### [EXERCISE BRIEF]
Each record below should be repeated precisely as written.

### [DATA SUPPLIED]
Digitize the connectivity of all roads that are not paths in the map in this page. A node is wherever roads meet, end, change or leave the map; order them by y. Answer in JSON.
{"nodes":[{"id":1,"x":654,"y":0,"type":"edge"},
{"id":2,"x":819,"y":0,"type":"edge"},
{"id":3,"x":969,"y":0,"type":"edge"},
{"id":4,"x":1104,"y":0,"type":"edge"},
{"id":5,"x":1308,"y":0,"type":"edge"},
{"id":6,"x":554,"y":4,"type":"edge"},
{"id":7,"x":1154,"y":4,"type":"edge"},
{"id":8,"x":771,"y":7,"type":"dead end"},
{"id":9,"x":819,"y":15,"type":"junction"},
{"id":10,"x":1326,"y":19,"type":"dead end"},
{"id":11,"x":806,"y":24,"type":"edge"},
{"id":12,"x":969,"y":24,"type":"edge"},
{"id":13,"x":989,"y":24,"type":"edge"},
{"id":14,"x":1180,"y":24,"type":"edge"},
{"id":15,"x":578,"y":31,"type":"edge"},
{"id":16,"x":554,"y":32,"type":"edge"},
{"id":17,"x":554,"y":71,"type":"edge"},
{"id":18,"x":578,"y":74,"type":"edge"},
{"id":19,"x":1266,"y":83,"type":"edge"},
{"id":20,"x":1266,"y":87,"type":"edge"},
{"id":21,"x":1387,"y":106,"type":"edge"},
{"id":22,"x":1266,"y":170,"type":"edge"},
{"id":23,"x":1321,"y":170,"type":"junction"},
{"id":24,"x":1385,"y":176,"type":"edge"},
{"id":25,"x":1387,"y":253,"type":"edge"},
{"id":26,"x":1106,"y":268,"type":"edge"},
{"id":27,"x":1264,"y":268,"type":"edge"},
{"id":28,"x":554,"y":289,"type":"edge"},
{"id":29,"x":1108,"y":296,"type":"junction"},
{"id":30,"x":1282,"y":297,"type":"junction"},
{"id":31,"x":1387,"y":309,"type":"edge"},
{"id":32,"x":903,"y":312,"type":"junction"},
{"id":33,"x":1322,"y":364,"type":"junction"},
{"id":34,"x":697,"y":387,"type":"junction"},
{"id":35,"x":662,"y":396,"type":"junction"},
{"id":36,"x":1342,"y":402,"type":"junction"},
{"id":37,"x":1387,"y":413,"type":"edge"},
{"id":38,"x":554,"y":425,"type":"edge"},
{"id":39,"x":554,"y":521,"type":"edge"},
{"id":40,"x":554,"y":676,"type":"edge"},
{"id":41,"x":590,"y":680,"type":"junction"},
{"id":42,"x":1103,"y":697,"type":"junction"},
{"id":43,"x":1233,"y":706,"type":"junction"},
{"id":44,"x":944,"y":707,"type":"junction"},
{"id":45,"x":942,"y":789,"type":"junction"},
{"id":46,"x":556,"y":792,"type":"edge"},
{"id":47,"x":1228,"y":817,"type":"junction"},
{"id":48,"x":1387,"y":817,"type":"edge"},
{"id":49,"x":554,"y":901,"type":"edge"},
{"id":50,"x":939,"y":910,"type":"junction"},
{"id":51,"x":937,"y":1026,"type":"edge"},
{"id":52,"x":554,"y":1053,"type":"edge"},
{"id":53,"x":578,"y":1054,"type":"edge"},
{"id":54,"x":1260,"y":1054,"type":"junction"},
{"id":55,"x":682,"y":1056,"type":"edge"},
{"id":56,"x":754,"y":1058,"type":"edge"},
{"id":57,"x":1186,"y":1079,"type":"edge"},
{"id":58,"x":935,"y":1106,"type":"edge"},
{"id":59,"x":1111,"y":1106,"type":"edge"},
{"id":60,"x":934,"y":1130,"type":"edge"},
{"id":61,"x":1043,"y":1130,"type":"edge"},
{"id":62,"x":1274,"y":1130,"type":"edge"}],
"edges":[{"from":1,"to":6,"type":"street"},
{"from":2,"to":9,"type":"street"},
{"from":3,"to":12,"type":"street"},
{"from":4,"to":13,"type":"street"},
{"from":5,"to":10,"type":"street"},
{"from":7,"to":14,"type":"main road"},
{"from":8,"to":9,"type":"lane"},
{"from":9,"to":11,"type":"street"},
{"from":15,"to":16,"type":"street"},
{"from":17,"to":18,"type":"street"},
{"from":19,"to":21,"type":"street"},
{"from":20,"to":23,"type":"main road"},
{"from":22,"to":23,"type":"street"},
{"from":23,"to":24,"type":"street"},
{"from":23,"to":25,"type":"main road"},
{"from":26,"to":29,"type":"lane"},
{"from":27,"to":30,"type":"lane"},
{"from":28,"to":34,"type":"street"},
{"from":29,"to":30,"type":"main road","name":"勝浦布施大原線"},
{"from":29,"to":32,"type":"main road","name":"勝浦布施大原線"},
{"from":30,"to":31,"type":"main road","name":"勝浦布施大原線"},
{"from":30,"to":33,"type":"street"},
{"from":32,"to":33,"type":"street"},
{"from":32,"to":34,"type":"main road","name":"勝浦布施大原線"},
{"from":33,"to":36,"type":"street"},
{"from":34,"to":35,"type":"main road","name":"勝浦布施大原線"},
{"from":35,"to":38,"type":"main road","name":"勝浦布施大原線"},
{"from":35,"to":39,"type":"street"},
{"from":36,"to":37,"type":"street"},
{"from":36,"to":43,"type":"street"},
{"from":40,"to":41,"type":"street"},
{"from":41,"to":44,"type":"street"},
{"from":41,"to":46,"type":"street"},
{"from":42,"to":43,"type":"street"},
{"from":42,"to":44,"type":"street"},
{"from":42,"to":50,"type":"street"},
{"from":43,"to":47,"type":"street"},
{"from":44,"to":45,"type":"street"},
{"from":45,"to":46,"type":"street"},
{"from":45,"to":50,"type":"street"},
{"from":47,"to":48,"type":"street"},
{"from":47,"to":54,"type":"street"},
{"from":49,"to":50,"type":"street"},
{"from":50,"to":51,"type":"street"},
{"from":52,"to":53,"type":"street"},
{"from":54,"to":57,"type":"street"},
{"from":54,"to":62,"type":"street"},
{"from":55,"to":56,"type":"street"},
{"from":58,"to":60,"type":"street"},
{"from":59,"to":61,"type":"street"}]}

### [ANSWER AREA]
Digitize the connectivity of all roads that are not paths in the map in this page. A node is wherever roads meet, end, change or leave the map; order them by y. Answer in JSON.
{"nodes":[{"id":1,"x":654,"y":0,"type":"edge"},
{"id":2,"x":819,"y":0,"type":"edge"},
{"id":3,"x":969,"y":0,"type":"edge"},
{"id":4,"x":1104,"y":0,"type":"edge"},
{"id":5,"x":1308,"y":0,"type":"edge"},
{"id":6,"x":554,"y":4,"type":"edge"},
{"id":7,"x":1154,"y":4,"type":"edge"},
{"id":8,"x":771,"y":7,"type":"dead end"},
{"id":9,"x":819,"y":15,"type":"junction"},
{"id":10,"x":1326,"y":19,"type":"dead end"},
{"id":11,"x":806,"y":24,"type":"edge"},
{"id":12,"x":969,"y":24,"type":"edge"},
{"id":13,"x":989,"y":24,"type":"edge"},
{"id":14,"x":1180,"y":24,"type":"edge"},
{"id":15,"x":578,"y":31,"type":"edge"},
{"id":16,"x":554,"y":32,"type":"edge"},
{"id":17,"x":554,"y":71,"type":"edge"},
{"id":18,"x":578,"y":74,"type":"edge"},
{"id":19,"x":1266,"y":83,"type":"edge"},
{"id":20,"x":1266,"y":87,"type":"edge"},
{"id":21,"x":1387,"y":106,"type":"edge"},
{"id":22,"x":1266,"y":170,"type":"edge"},
{"id":23,"x":1321,"y":170,"type":"junction"},
{"id":24,"x":1385,"y":176,"type":"edge"},
{"id":25,"x":1387,"y":253,"type":"edge"},
{"id":26,"x":1106,"y":268,"type":"edge"},
{"id":27,"x":1264,"y":268,"type":"edge"},
{"id":28,"x":554,"y":289,"type":"edge"},
{"id":29,"x":1108,"y":296,"type":"junction"},
{"id":30,"x":1282,"y":297,"type":"junction"},
{"id":31,"x":1387,"y":309,"type":"edge"},
{"id":32,"x":903,"y":312,"type":"junction"},
{"id":33,"x":1322,"y":364,"type":"junction"},
{"id":34,"x":697,"y":387,"type":"junction"},
{"id":35,"x":662,"y":396,"type":"junction"},
{"id":36,"x":1342,"y":402,"type":"junction"},
{"id":37,"x":1387,"y":413,"type":"edge"},
{"id":38,"x":554,"y":425,"type":"edge"},
{"id":39,"x":554,"y":521,"type":"edge"},
{"id":40,"x":554,"y":676,"type":"edge"},
{"id":41,"x":590,"y":680,"type":"junction"},
{"id":42,"x":1103,"y":697,"type":"junction"},
{"id":43,"x":1233,"y":706,"type":"junction"},
{"id":44,"x":944,"y":707,"type":"junction"},
{"id":45,"x":942,"y":789,"type":"junction"},
{"id":46,"x":556,"y":792,"type":"edge"},
{"id":47,"x":1228,"y":817,"type":"junction"},
{"id":48,"x":1387,"y":817,"type":"edge"},
{"id":49,"x":554,"y":901,"type":"edge"},
{"id":50,"x":939,"y":910,"type":"junction"},
{"id":51,"x":937,"y":1026,"type":"edge"},
{"id":52,"x":554,"y":1053,"type":"edge"},
{"id":53,"x":578,"y":1054,"type":"edge"},
{"id":54,"x":1260,"y":1054,"type":"junction"},
{"id":55,"x":682,"y":1056,"type":"edge"},
{"id":56,"x":754,"y":1058,"type":"edge"},
{"id":57,"x":1186,"y":1079,"type":"edge"},
{"id":58,"x":935,"y":1106,"type":"edge"},
{"id":59,"x":1111,"y":1106,"type":"edge"},
{"id":60,"x":934,"y":1130,"type":"edge"},
{"id":61,"x":1043,"y":1130,"type":"edge"},
{"id":62,"x":1274,"y":1130,"type":"edge"}],
"edges":[{"from":1,"to":6,"type":"street"},
{"from":2,"to":9,"type":"street"},
{"from":3,"to":12,"type":"street"},
{"from":4,"to":13,"type":"street"},
{"from":5,"to":10,"type":"street"},
{"from":7,"to":14,"type":"main road"},
{"from":8,"to":9,"type":"lane"},
{"from":9,"to":11,"type":"street"},
{"from":15,"to":16,"type":"street"},
{"from":17,"to":18,"type":"street"},
{"from":19,"to":21,"type":"street"},
{"from":20,"to":23,"type":"main road"},
{"from":22,"to":23,"type":"street"},
{"from":23,"to":24,"type":"street"},
{"from":23,"to":25,"type":"main road"},
{"from":26,"to":29,"type":"lane"},
{"from":27,"to":30,"type":"lane"},
{"from":28,"to":34,"type":"street"},
{"from":29,"to":30,"type":"main road","name":"勝浦布施大原線"},
{"from":29,"to":32,"type":"main road","name":"勝浦布施大原線"},
{"from":30,"to":31,"type":"main road","name":"勝浦布施大原線"},
{"from":30,"to":33,"type":"street"},
{"from":32,"to":33,"type":"street"},
{"from":32,"to":34,"type":"main road","name":"勝浦布施大原線"},
{"from":33,"to":36,"type":"street"},
{"from":34,"to":35,"type":"main road","name":"勝浦布施大原線"},
{"from":35,"to":38,"type":"main road","name":"勝浦布施大原線"},
{"from":35,"to":39,"type":"street"},
{"from":36,"to":37,"type":"street"},
{"from":36,"to":43,"type":"street"},
{"from":40,"to":41,"type":"street"},
{"from":41,"to":44,"type":"street"},
{"from":41,"to":46,"type":"street"},
{"from":42,"to":43,"type":"street"},
{"from":42,"to":44,"type":"street"},
{"from":42,"to":50,"type":"street"},
{"from":43,"to":47,"type":"street"},
{"from":44,"to":45,"type":"street"},
{"from":45,"to":46,"type":"street"},
{"from":45,"to":50,"type":"street"},
{"from":47,"to":48,"type":"street"},
{"from":47,"to":54,"type":"street"},
{"from":49,"to":50,"type":"street"},
{"from":50,"to":51,"type":"street"},
{"from":52,"to":53,"type":"street"},
{"from":54,"to":57,"type":"street"},
{"from":54,"to":62,"type":"street"},
{"from":55,"to":56,"type":"street"},
{"from":58,"to":60,"type":"street"},
{"from":59,"to":61,"type":"street"}]}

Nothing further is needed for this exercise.